- Court: House of Lords
- Full case name: Eastwood v Magnox Electric plc; McCabe v Cornwall CC
- Decided: 15 July 2004
- Citations: [2004] UKHL 35, [2004] IRLR 732

Court membership
- Judges sitting: Lord Nicholls of Birkenhead, Lord Steyn, Lord Hoffmann, Lord Rodger of Earlsferry, Lord Brown of Eaton-under-Heywood

Keywords
- Wrongful dismissal

= Eastwood v Magnox Electric plc =

UK legal case

Eastwood v Magnox Electric plc [2004] UKHL 35 is a UK labour law case concerning damages for wrongful dismissal, which were held to not be limited if a breach of contract occurs during the performance of the contract, rather than at the point of termination.

==Facts==
Mr Eastwood and Mr Williams, who supported Mr Eastwood in internal investigations, were victimised by the managers at Magnox Electric plc (where Mr Eastwood and Mr Williams were employed) and then sacked after false sexual harassment disciplinaries.

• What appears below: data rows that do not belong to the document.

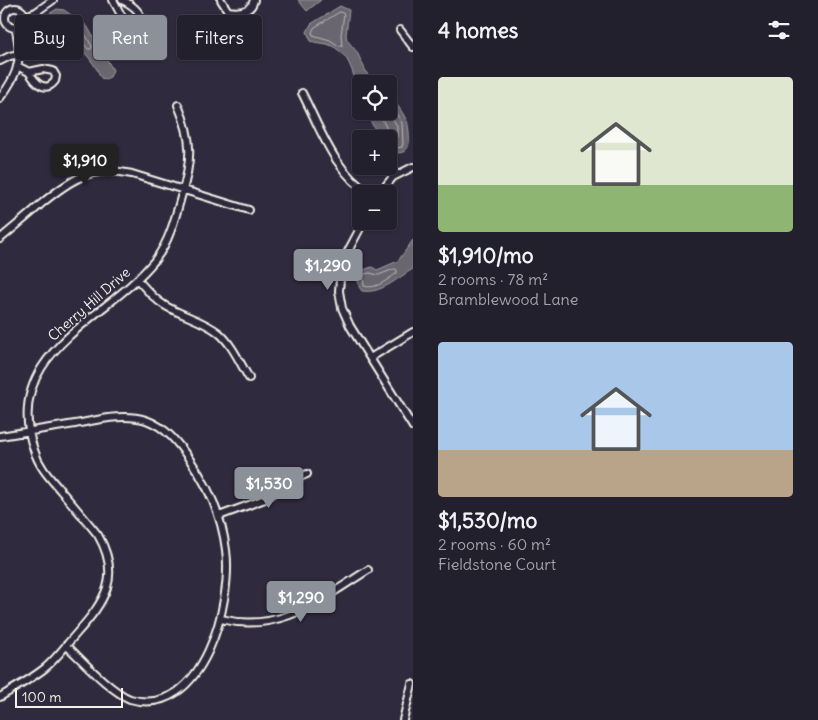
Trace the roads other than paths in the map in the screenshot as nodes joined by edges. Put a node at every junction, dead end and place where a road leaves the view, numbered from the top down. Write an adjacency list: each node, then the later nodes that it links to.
1 (52, 0): 7 (street)
2 (113, 0): 3 (street)
3 (122, 0)
4 (221, 0): 5 (street)
5 (254, 0)
6 (24, 15): 8 (street)
7 (28, 15)
8 (3, 18): 9 (street)
9 (15, 28)
10 (400, 30): 11 (street)
11 (413, 47)
12 (15, 55): 14 (street)
13 (18, 60): 15 (street)
14 (0, 61)
15 (17, 66): 16 (street); 18 (street)
16 (29, 72)
17 (302, 93): 21 (street)
18 (1, 95)
19 (178, 105): 23 (street, Cherry Hill Drive)
20 (413, 167): 22 (street)
21 (358, 185)
22 (386, 185)
23 (184, 190): 24 (street); 26 (street); 27 (street, Cherry Hill Drive)
24 (249, 210)
25 (359, 230): 29 (street)
26 (0, 239)
27 (137, 278): 30 (street); 32 (street, Cherry Hill Drive)
28 (413, 332): 29 (street)
29 (370, 358): 31 (street)
30 (249, 378)
31 (413, 427)
32 (29, 431): 33 (street); 35 (street); 38 (street, Cherry Hill Drive)
33 (0, 436)
34 (307, 474): 35 (street)
35 (218, 516): 37 (street)
36 (368, 570): 37 (street)
37 (221, 619): 38 (street)
38 (66, 645): 40 (street, Cherry Hill Drive)
39 (412, 684): 41 (street)
40 (0, 697)
41 (403, 720)

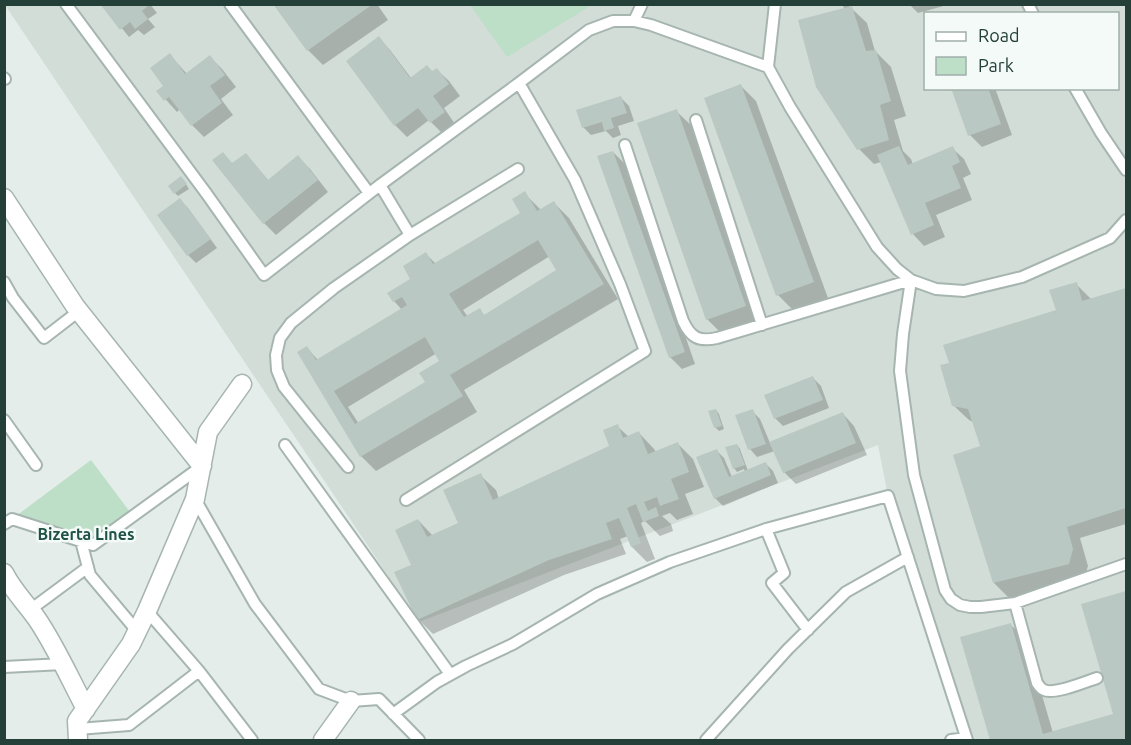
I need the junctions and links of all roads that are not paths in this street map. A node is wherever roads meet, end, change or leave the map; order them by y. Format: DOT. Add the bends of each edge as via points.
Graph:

They came to an unfair dismissal settlement and then claimed further for wrongful dismissal and damages for psychiatric illness because of breach of good faith.

The case was joined with Mr McCabe's claim, who had succeeded in an unfair dismissal claim on grounds that indecent behaviour towards school pupils was never demonstrated, he was not informed of the allegations for 5 months, and the council failed to investigate his case, and then he claimed further for psychiatric illness.

==Judgment==

===Court of Appeal===
The Court of Appeal in Eastwood dismissed the appeal, but a different court in McCabe allowed the appeal.

Auld LJ, in McCabe, held that Gogay was distinguishable from Johnson because in Gogay damages related to dismissal but suspension ‘which manifestly contemplated the continuation of the employment relationship’. It was a question of fact whether the manner of dismissal is confined to events at the same time as or just before the actual dismissal. And ‘should the line be drawn between dismissal caught by legislation and conduct prior to it causing injury compensatable in damages at common law.’

===House of Lords===
The House of Lords awarded remedies for the employees in both cases. Although damages could not be claimed for any fault relating to the dismissal itself without reform through a statutory code, they could be claimed for breach of terms while the employment relationship subsisted.

Lord Nicholls said that the ‘Johnson exclusion area’ was grave. ‘This situation merits urgent attention by the government and legislature.’

Lord Steyn noted that the more outrageous the breach, the less likely it is that the employee can affirm the contract.